Watson is looking for the kinds of warning signs that could have uncovered problems at Wells Fargo, where employees opened as many as 3.5 million fake checking and credit card accounts and wrongfully repossessed 200,000 cars.

It is on the hunt for tipoffs like the suppression of account notifications, mismatched contact information and suspicious login times. And it is listening to and reading customer complaints that arrive through call centers, text messages and emails to help banks identify serious risks. It is learning to distinguish between operational failures like ATM or website outages from potential misconduct like steps to disguise inappropriate account openings.

At a recent conference, chief compliance officers at Canadian banks said they’re now under increased pressure to detect potential conduct issues because of publicized cases of insider trading, money laundering and fraud.

IBM Watson-October2017

“The banks don’t want their competitors to get caught with things because when they do, it generates increased scrutiny for everyone,” Andrews said. “They said it’s not an issue of whether or not it’s within their culture or whether they have a bad culture; the bigger issue is any bank, no matter how strong its culture, is going to have one or two bad ducks.”

The trouble is, many banks have more than one or two bad ducks. There are systemic and cultural problems such as outsize expectations set by top and middle-management executives that force staff far down the corporate ladder to scramble to meet their sales quotas.

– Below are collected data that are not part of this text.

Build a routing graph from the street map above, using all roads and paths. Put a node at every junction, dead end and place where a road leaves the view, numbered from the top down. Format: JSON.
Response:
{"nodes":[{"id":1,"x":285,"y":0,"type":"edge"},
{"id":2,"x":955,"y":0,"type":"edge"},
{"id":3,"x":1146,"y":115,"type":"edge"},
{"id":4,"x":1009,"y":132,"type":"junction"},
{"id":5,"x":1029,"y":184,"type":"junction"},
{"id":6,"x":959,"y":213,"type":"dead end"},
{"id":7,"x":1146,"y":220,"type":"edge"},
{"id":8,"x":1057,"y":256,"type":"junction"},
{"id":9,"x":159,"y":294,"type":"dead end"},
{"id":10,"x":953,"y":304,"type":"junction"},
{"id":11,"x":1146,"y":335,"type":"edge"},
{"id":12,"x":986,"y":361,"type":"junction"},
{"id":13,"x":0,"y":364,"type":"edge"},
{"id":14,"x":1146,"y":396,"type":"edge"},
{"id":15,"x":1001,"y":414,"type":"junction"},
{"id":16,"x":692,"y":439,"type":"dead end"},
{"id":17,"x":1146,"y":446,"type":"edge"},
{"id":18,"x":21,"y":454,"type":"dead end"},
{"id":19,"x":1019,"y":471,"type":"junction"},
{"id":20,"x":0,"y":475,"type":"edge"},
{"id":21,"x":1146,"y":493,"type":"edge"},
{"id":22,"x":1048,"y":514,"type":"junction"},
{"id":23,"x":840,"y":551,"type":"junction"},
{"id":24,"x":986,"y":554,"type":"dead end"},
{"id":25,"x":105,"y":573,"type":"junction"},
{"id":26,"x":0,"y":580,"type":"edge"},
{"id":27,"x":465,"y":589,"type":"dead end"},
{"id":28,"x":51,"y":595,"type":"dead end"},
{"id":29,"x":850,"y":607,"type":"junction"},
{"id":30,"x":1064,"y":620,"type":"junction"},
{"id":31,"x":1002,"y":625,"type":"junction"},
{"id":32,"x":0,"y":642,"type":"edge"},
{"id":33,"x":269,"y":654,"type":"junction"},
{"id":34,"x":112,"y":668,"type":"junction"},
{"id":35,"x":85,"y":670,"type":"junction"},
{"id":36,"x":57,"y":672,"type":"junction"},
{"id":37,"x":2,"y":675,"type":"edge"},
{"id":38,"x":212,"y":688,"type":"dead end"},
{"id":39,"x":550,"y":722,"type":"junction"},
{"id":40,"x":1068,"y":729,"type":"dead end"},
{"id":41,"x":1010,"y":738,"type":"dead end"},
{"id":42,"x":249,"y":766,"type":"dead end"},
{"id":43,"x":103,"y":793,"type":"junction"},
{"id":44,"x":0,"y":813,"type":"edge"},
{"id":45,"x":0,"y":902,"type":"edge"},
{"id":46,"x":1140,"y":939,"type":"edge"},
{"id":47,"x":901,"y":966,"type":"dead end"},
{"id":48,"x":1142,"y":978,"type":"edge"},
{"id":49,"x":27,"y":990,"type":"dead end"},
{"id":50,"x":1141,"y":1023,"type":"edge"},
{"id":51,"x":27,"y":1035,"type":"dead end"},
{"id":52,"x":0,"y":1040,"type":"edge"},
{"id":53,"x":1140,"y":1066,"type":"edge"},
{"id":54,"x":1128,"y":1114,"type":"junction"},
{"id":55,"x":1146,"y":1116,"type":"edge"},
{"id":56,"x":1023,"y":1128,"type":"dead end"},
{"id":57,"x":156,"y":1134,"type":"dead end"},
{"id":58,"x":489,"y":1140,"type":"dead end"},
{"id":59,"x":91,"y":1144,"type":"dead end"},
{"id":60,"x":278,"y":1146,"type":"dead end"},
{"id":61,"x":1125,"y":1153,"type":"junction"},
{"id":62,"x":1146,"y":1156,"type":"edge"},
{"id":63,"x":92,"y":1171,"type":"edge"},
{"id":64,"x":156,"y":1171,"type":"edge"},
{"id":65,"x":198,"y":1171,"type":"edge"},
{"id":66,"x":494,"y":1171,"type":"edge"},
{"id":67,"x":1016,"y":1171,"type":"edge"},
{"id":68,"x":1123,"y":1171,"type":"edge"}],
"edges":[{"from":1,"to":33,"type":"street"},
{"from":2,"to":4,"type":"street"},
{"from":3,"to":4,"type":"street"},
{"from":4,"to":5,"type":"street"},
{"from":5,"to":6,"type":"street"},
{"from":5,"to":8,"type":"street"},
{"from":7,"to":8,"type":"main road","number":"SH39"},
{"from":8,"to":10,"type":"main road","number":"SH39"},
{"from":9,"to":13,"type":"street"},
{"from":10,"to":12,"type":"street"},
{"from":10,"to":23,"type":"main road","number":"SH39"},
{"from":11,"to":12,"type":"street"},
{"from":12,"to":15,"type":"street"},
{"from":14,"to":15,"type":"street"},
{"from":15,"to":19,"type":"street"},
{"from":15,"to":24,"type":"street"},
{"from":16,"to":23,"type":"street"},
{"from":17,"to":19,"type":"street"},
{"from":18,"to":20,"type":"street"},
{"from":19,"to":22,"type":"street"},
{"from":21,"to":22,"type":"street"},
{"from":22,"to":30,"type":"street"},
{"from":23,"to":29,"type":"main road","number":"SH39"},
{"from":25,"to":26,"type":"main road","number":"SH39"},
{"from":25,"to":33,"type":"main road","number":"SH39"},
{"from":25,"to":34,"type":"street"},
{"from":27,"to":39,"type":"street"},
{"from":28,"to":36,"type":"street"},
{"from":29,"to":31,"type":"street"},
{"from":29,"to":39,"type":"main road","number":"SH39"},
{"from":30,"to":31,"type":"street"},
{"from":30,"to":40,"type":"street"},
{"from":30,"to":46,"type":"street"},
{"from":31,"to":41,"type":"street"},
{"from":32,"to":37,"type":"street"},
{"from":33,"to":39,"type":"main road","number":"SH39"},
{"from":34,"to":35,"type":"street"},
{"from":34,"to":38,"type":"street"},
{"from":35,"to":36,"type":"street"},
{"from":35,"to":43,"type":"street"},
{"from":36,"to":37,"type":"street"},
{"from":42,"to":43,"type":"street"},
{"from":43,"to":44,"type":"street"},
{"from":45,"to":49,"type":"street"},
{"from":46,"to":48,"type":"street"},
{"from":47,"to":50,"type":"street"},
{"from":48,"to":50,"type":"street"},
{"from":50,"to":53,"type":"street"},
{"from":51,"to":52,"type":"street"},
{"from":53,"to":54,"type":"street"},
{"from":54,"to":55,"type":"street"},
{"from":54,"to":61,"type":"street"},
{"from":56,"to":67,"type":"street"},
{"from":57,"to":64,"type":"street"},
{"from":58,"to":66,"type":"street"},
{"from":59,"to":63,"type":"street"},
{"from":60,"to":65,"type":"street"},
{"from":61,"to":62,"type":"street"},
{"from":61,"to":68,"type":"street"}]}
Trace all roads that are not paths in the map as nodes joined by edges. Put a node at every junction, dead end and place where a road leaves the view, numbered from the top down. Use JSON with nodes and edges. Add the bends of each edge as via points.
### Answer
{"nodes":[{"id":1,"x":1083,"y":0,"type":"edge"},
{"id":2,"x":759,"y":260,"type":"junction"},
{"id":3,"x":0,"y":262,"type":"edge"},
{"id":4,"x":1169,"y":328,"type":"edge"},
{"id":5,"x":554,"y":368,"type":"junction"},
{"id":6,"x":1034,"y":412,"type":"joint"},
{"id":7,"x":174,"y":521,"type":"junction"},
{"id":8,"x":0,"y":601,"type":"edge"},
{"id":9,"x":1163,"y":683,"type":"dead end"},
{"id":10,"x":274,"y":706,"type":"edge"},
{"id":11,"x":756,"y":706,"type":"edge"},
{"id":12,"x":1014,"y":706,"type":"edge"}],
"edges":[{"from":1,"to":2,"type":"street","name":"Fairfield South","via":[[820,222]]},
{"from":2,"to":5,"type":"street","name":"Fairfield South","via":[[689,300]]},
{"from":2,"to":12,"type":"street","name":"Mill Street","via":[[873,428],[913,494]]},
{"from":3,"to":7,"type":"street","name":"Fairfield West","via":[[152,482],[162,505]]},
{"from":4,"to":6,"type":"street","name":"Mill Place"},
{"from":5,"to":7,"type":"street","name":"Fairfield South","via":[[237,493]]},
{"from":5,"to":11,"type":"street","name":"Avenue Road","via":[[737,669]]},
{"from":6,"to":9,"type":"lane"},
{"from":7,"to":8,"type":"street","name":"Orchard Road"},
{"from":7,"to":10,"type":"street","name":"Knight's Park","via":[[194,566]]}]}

An AI engine should be able to find problems like unauthorized account openings. But can it find the source of the misconduct?

Watson is trained to read emails looking for tone. It can spot anger, sadness, happiness, over-aggressiveness or a warning.

“We could identify if there are high-pressure emails being sent out to the salesforce,” Andrews said.

But if the technical ability to read and understand all employee communications is there, the legal ground is shaky.

Regulated employees — such as traders, whose communications have to be monitored according to securities laws, and CEOs, whose calls and messages can be watched under the Sarbanes-Oxley Act — are fair game for surveillance tools.

But unregulated employees are protected by data privacy regulations.

“If a person is not in a regulated sector, [companies] would need employee consent to be globally monitoring what an employee is doing,” said Christine Duhaime, managing partner at Duhaime Law in Vancouver.

Some rules require companies to obtain consent in the terms of employment, when the employee agrees to take the job.

But the consent to be monitored may not be buried in the fine print, she said.

“That’s the whole issue with informed consent,” Duhaime said. A company needs to explain the reasons it’s monitoring the employee and the types of data it’s collecting, as well as how that information will be used and shared.

“If the employee understands all that and gives consent, fair game,” she said. “But it can’t be buried in a five-page employment contract where you don’t understand what you’re signing.”

The rules are different for legitimate investigations of suspicious activities.

“In a legal process they can get any evidence they want related to company emails,” Duhaime said. “But you can’t, in anticipation of being sued, breach privacy law and collect information you’re not authorized to collect for a potential investigation down the line.”

If a company suspects an employee of wrongdoing, it has the right to examine emails.

“As long as the company has given employees advanced warning that if it suspects wrongdoing or if the employee is engaged in wrongdoing, it can monitor their computer activity,” Duhaime said. “That is fine because it’s probably in the policies and procedures of the company. But if it’s not, and there’s no legitimate investigation going on, they can’t go on a global fishing expedition to monitor people without consent.”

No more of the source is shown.